If that is the case, it seems like the load-balancing problem would not arise, nor would the land model need to worry about about only evaluating tendencies over land, because our fields would not be defined over the ocean.

thank you!

simone-silvestri commented 8 months ago

Hi @kmdeck.

In Oceananigans we have a structured mesh, so we maintain the structure but launch an unstructured kernel, i.e. we (1) map out the active cells in a linear map with map[t] = (i, j, k), (2) launch a kernel with a number of threads equal to the total number of active cells and finally (3) map the unique thread index to the three-dimensional grid index inside the function.
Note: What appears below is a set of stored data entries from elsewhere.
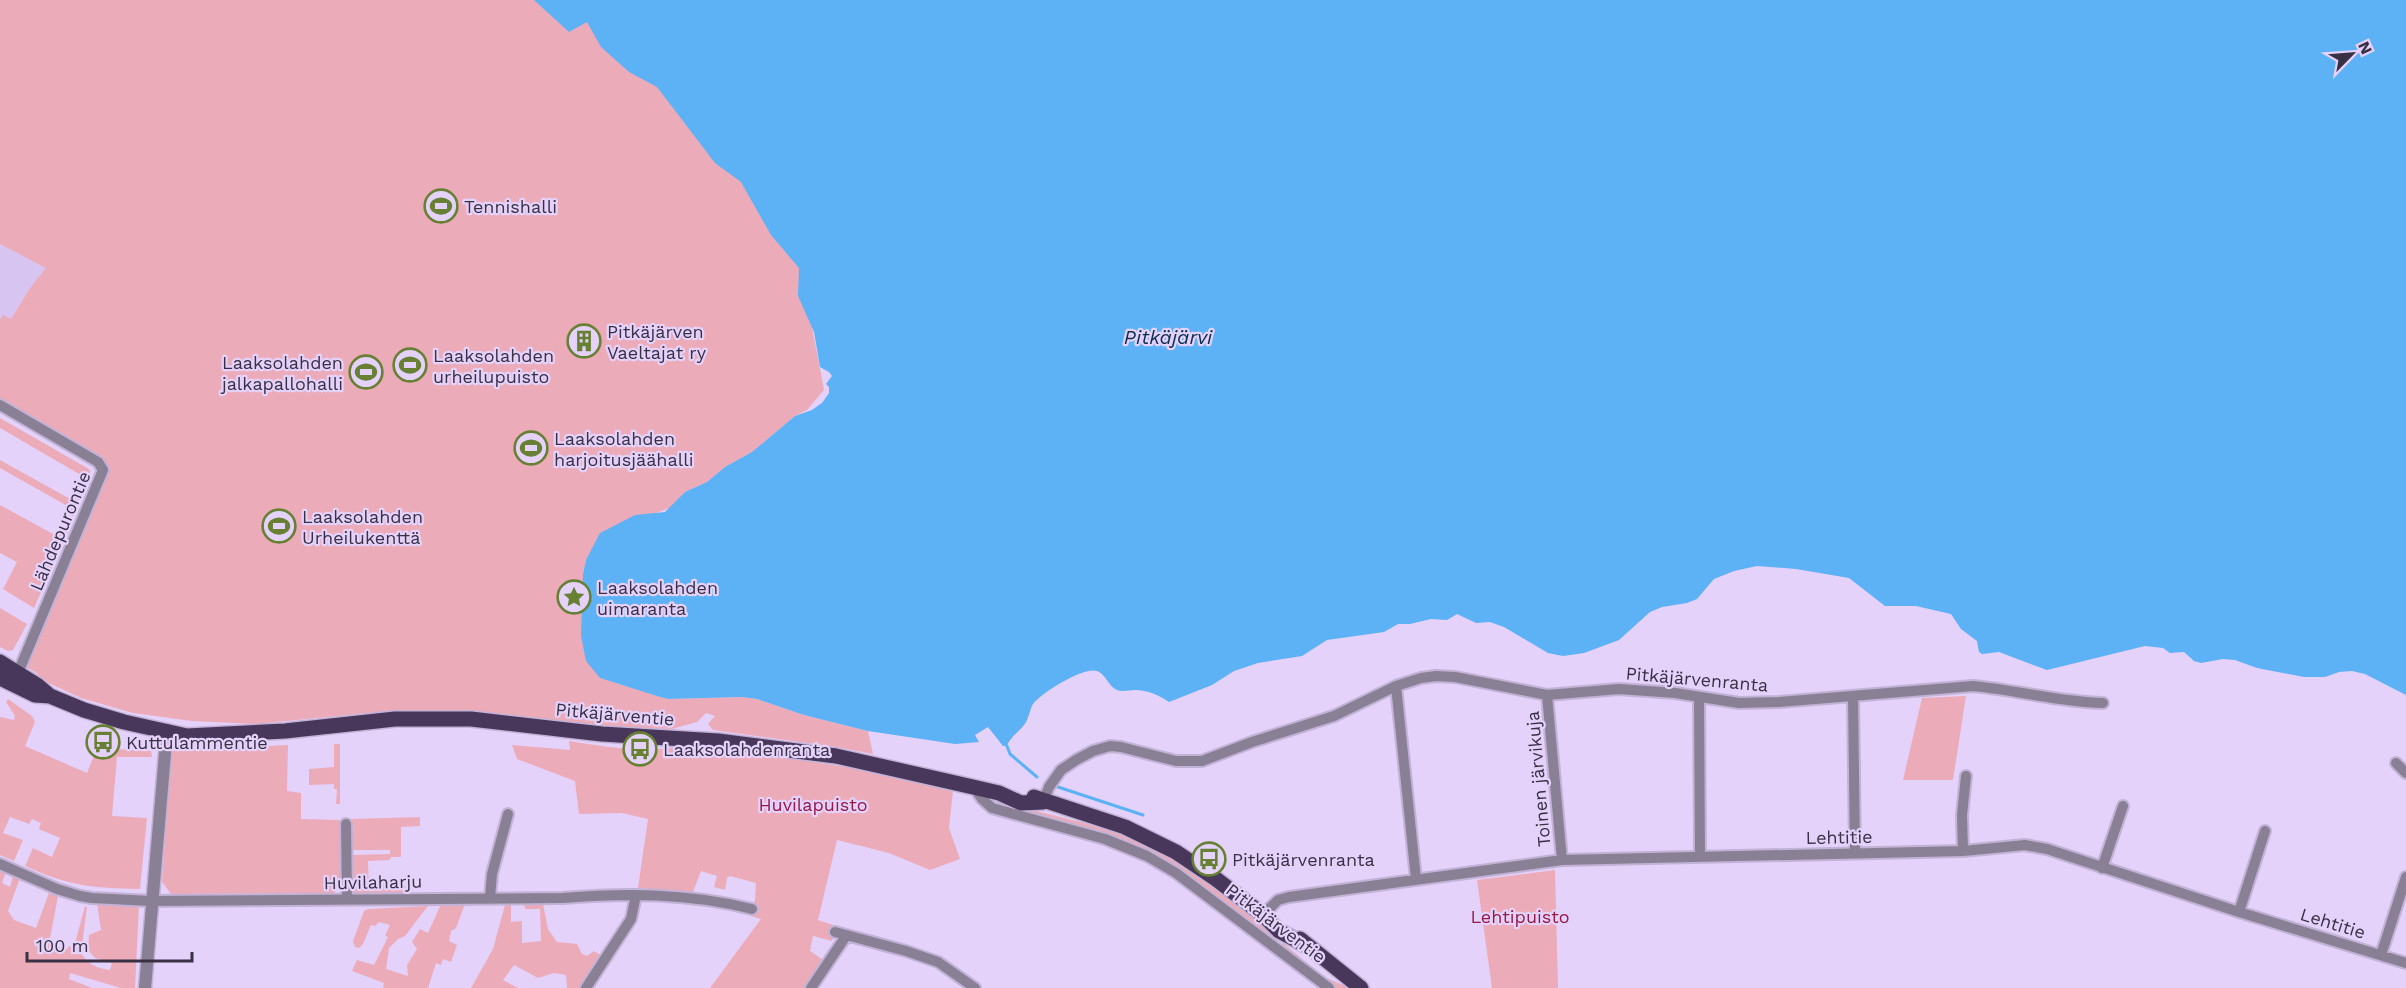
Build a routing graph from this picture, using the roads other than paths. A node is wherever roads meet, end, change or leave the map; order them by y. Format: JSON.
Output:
{"nodes":[{"id":1,"x":0,"y":405,"type":"edge"},
{"id":2,"x":0,"y":663,"type":"edge"},
{"id":3,"x":10,"y":679,"type":"edge"},
{"id":4,"x":1396,"y":686,"type":"junction"},
{"id":5,"x":1547,"y":695,"type":"junction"},
{"id":6,"x":1853,"y":696,"type":"junction"},
{"id":7,"x":1699,"y":697,"type":"junction"},
{"id":8,"x":2103,"y":703,"type":"dead end"},
{"id":9,"x":167,"y":730,"type":"junction"},
{"id":10,"x":2396,"y":763,"type":"dead end"},
{"id":11,"x":2406,"y":773,"type":"edge"},
{"id":12,"x":1966,"y":776,"type":"dead end"},
{"id":13,"x":973,"y":786,"type":"junction"},
{"id":14,"x":1043,"y":802,"type":"junction"},
{"id":15,"x":2123,"y":806,"type":"dead end"},
{"id":16,"x":508,"y":814,"type":"dead end"},
{"id":17,"x":346,"y":825,"type":"dead end"},
{"id":18,"x":2265,"y":831,"type":"dead end"},
{"id":19,"x":1964,"y":851,"type":"junction"},
{"id":20,"x":1855,"y":852,"type":"junction"},
{"id":21,"x":1700,"y":856,"type":"junction"},
{"id":22,"x":1562,"y":860,"type":"junction"},
{"id":23,"x":0,"y":864,"type":"edge"},
{"id":24,"x":2102,"y":868,"type":"junction"},
{"id":25,"x":2406,"y":877,"type":"edge"},
{"id":26,"x":1416,"y":879,"type":"junction"},
{"id":27,"x":636,"y":895,"type":"junction"},
{"id":28,"x":490,"y":897,"type":"junction"},
{"id":29,"x":347,"y":899,"type":"junction"},
{"id":30,"x":151,"y":900,"type":"junction"},
{"id":31,"x":752,"y":909,"type":"dead end"},
{"id":32,"x":2239,"y":912,"type":"junction"},
{"id":33,"x":1263,"y":915,"type":"junction"},
{"id":34,"x":835,"y":932,"type":"dead end"},
{"id":35,"x":846,"y":936,"type":"junction"},
{"id":36,"x":2382,"y":955,"type":"junction"},
{"id":37,"x":2406,"y":963,"type":"edge"},
{"id":38,"x":146,"y":988,"type":"edge"},
{"id":39,"x":586,"y":988,"type":"edge"},
{"id":40,"x":812,"y":988,"type":"edge"},
{"id":41,"x":975,"y":988,"type":"edge"},
{"id":42,"x":1329,"y":988,"type":"edge"},
{"id":43,"x":1361,"y":988,"type":"edge"}],
"edges":[{"from":1,"to":3,"type":"street","name":"Lähdepurontie"},
{"from":2,"to":3,"type":"main road","name":"Pitkäjärventie"},
{"from":3,"to":9,"type":"main road","name":"Pitkäjärventie"},
{"from":4,"to":5,"type":"street","name":"Pitkäjärvenranta"},
{"from":4,"to":14,"type":"street","name":"Pitkäjärvenranta"},
{"from":4,"to":26,"type":"street"},
{"from":5,"to":7,"type":"street","name":"Pitkäjärvenranta"},
{"from":5,"to":22,"type":"street","name":"Toinen järvikuja"},
{"from":6,"to":7,"type":"street","name":"Pitkäjärvenranta"},
{"from":6,"to":8,"type":"street","name":"Pitkäjärvenranta"},
{"from":6,"to":20,"type":"street"},
{"from":7,"to":21,"type":"street"},
{"from":9,"to":13,"type":"main road","name":"Pitkäjärventie"},
{"from":9,"to":30,"type":"street"},
{"from":10,"to":11,"type":"street"},
{"from":12,"to":19,"type":"street"},
{"from":13,"to":14,"type":"main road","name":"Pitkäjärventie"},
{"from":13,"to":42,"type":"street","name":"Pitkäjärventie"},
{"from":14,"to":33,"type":"main road","name":"Pitkäjärventie"},
{"from":15,"to":24,"type":"street"},
{"from":16,"to":28,"type":"street"},
{"from":17,"to":29,"type":"street"},
{"from":18,"to":32,"type":"street"},
{"from":19,"to":20,"type":"street","name":"Lehtitie"},
{"from":19,"to":24,"type":"street","name":"Lehtitie"},
{"from":20,"to":21,"type":"street","name":"Lehtitie"},
{"from":21,"to":22,"type":"street","name":"Lehtitie"},
{"from":22,"to":26,"type":"street","name":"Lehtitie"},
{"from":23,"to":30,"type":"street","name":"Huvilaharju"},
{"from":24,"to":32,"type":"street","name":"Lehtitie"},
{"from":25,"to":36,"type":"street"},
{"from":26,"to":33,"type":"street","name":"Lehtitie"},
{"from":27,"to":28,"type":"street","name":"Huvilaharju"},
{"from":27,"to":31,"type":"street","name":"Huvilaharju"},
{"from":27,"to":39,"type":"street"},
{"from":28,"to":29,"type":"street","name":"Huvilaharju"},
{"from":29,"to":30,"type":"street","name":"Huvilaharju"},
{"from":30,"to":38,"type":"street"},
{"from":32,"to":36,"type":"street","name":"Lehtitie"},
{"from":33,"to":43,"type":"main road","name":"Pitkäjärventie"},
{"from":34,"to":35,"type":"street"},
{"from":35,"to":40,"type":"street"},
{"from":35,"to":41,"type":"street"},
{"from":36,"to":37,"type":"street","name":"Lehtitie"}]}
In distributed computations, to load balance it is enough to calculate the total number of active cells in the global grid and divide them by processor. We do keep the memory associated with immersed cells though. In your case, it is probably better to go fully unstructured since you are using climacore that gives you this ability

kmdeck commented 8 months ago

@dennisYatunin, if we had NaNs as our field values over the ocean, and then tried to step Y.soil.variable implicitly, would we always use the max number of iterations over the ocean, since NaN < tolerance is always false?

dennisYatunin commented 8 months ago

Depends on how you have things set up. If you're using the convergence checker specified here, then yes. You can also pass a custom norm to the convergence checker, though. The default is LinearAlgebra.norm, but you can define an alternative version that masks every field before reducing it with the standard L2-norm.

You can also just hardcode the number of Newton iterations, and avoid using a convergence checker altogether. That's what we do in ClimaAtmos.

Sbozzolo commented 2 months ago

It would be good if we could also skip the evaluation of external forcings (ie, read from file) on masked values too.

This is not as critical because it probably won't affect performance that much and it not causing issues NaNs.